NRRD vs NIFTI: which one to choose?

Loading speed: Loading a 3D array from nrrd or nifti is just as fast as loading from npy/npz file. You may have compared uncompressed npy loading time to compressed nrrd/nifti loading times. All these formats can optionally use compression, which typically cuts required disk space by half and increases loading time by 5-10x. Loading from DICOM files (single-frame-per-file) takes about 100x more time than loading the same volume from nrrd/nifty/npy (regardless of compression).

Fast loading of course is not the only factor consider, so normally you will use all three kind of data representations: DICOM, research file formats (nrrd, nifti), and tensor files (numpy npy/npz arrays or other specialized hypercube storage).
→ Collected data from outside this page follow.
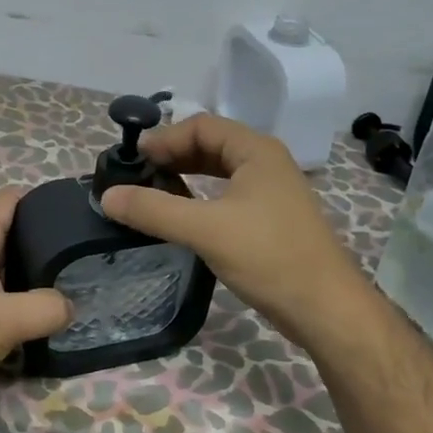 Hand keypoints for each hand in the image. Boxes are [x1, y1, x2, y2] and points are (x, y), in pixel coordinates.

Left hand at [0, 188, 70, 415]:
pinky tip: (40, 322)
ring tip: (71, 285)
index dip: (38, 198)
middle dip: (43, 240)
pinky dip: (19, 306)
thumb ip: (45, 309)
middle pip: (10, 237)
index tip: (71, 208)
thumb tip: (69, 306)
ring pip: (5, 273)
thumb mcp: (4, 321)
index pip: (7, 202)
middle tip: (81, 253)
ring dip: (33, 277)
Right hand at [101, 113, 365, 346]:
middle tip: (136, 176)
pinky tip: (180, 216)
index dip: (164, 138)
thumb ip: (154, 210)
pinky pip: (226, 195)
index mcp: (256, 151)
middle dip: (172, 156)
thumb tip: (107, 195)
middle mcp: (265, 163)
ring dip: (184, 176)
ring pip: (218, 171)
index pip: (201, 125)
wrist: (325, 307)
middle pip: (209, 144)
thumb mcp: (206, 230)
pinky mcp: (269, 218)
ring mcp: (270, 191)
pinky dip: (199, 198)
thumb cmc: (269, 257)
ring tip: (150, 193)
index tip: (132, 159) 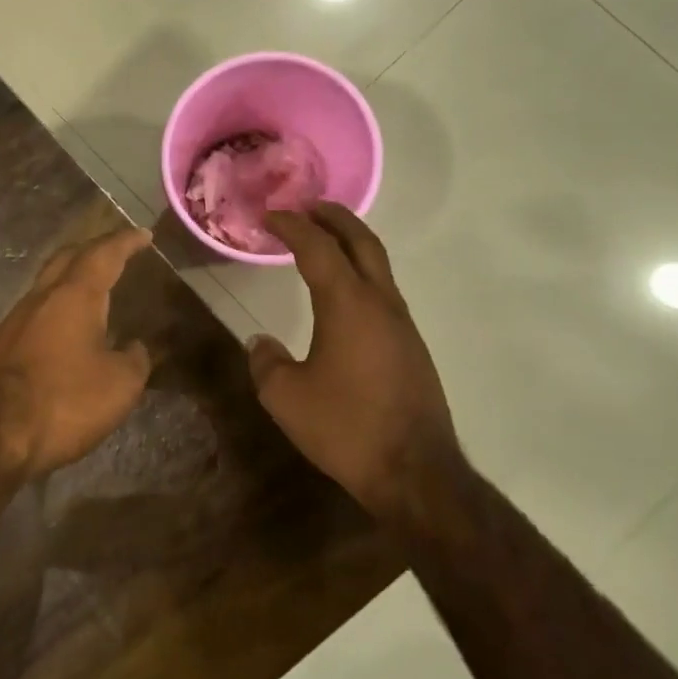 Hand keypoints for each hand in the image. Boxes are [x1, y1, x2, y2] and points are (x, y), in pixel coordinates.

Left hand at [0, 226, 154, 477]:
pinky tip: (67, 326)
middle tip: (117, 251)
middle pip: (67, 258)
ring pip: (47, 283)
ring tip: (95, 286)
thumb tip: (136, 347)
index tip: (144, 234)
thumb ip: (135, 360)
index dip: (126, 242)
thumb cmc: (62, 402)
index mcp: (74, 296)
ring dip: (72, 277)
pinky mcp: (0, 345)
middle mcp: (40, 298)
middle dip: (94, 249)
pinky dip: (58, 305)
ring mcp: (15, 320)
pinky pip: (36, 310)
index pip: (104, 255)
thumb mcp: (118, 386)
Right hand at [248, 204, 456, 510]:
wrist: (415, 472)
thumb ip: (266, 362)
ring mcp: (402, 324)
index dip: (292, 226)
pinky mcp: (411, 347)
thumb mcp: (285, 397)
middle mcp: (381, 304)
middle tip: (307, 206)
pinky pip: (383, 292)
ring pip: (378, 265)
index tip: (269, 216)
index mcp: (348, 305)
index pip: (318, 248)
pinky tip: (343, 294)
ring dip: (350, 244)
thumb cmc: (345, 427)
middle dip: (334, 217)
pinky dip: (360, 273)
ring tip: (322, 242)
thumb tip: (262, 344)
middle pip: (362, 242) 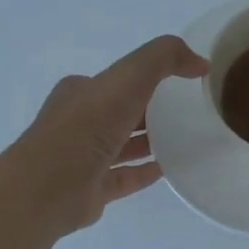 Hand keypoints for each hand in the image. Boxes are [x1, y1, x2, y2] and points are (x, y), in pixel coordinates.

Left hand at [17, 35, 207, 233]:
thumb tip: (200, 63)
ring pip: (122, 146)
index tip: (181, 83)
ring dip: (149, 142)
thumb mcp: (128, 77)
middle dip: (150, 110)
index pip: (117, 81)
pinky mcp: (92, 189)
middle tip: (189, 112)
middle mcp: (80, 122)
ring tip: (186, 140)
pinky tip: (169, 169)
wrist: (48, 187)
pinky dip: (145, 172)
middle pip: (121, 113)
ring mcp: (84, 158)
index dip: (147, 78)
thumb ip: (163, 59)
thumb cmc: (86, 126)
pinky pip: (125, 177)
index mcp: (82, 92)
Each file format has its own very important role:

  • DICOM: long-term archival format, preserves all metadata and UIDs; usable across projects and institutions; very slow and complicated.
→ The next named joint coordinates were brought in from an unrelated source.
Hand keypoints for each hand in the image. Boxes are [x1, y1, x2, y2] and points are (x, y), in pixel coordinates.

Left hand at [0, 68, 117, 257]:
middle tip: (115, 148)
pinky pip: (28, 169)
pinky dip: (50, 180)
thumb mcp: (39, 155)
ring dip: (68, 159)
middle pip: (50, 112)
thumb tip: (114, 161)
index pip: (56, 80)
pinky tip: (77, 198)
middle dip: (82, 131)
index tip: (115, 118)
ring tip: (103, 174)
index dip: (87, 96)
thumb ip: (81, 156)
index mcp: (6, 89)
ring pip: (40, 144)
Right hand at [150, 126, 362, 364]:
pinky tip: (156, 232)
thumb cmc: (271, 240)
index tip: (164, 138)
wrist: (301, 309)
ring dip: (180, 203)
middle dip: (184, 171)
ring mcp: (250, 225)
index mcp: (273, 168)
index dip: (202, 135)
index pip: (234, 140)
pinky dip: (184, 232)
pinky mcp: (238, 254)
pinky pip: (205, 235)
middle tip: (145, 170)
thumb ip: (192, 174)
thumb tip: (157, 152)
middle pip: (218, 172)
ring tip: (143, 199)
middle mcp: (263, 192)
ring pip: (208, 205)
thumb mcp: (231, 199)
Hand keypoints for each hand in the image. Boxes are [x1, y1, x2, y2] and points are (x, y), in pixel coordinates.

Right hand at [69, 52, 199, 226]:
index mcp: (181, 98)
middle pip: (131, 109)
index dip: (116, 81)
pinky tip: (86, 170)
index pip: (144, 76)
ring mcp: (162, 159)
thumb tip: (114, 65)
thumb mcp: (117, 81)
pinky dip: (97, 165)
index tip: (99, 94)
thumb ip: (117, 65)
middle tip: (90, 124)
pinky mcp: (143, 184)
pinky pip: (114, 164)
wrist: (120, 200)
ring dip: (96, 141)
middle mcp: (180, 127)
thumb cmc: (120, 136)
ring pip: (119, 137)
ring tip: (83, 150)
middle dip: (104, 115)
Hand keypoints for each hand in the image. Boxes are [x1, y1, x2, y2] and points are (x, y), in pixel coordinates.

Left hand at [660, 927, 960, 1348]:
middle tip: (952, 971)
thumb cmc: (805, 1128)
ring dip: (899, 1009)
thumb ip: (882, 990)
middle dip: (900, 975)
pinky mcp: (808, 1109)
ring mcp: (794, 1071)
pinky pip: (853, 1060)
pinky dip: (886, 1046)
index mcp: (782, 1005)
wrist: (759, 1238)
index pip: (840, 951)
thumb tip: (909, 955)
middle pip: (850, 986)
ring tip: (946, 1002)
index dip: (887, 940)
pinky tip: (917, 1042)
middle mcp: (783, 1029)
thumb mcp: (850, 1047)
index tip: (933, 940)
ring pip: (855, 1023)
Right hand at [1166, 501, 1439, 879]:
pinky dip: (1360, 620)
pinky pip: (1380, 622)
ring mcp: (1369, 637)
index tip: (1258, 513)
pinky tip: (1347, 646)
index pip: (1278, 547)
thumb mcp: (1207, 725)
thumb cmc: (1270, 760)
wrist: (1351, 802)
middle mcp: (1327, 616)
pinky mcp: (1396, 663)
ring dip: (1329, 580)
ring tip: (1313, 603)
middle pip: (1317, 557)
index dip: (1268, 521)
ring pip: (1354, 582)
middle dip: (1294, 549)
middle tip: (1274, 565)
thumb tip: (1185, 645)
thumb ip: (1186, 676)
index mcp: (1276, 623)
  • Research file formats (nrrd, nifti): preserves essential metadata (i.e., image geometry); suitable for representing a single cohort, usable across experiments within a single project, by a small group of collaborators; fast and simple, suitable for images only.
  • Numpy array (npy, npz): does not preserve metadata, therefore it is only usable for a single experiment, by one or few closely collaborating researchers; fast and very simple, supports arbitrary dimensions and can represent non-image vector data.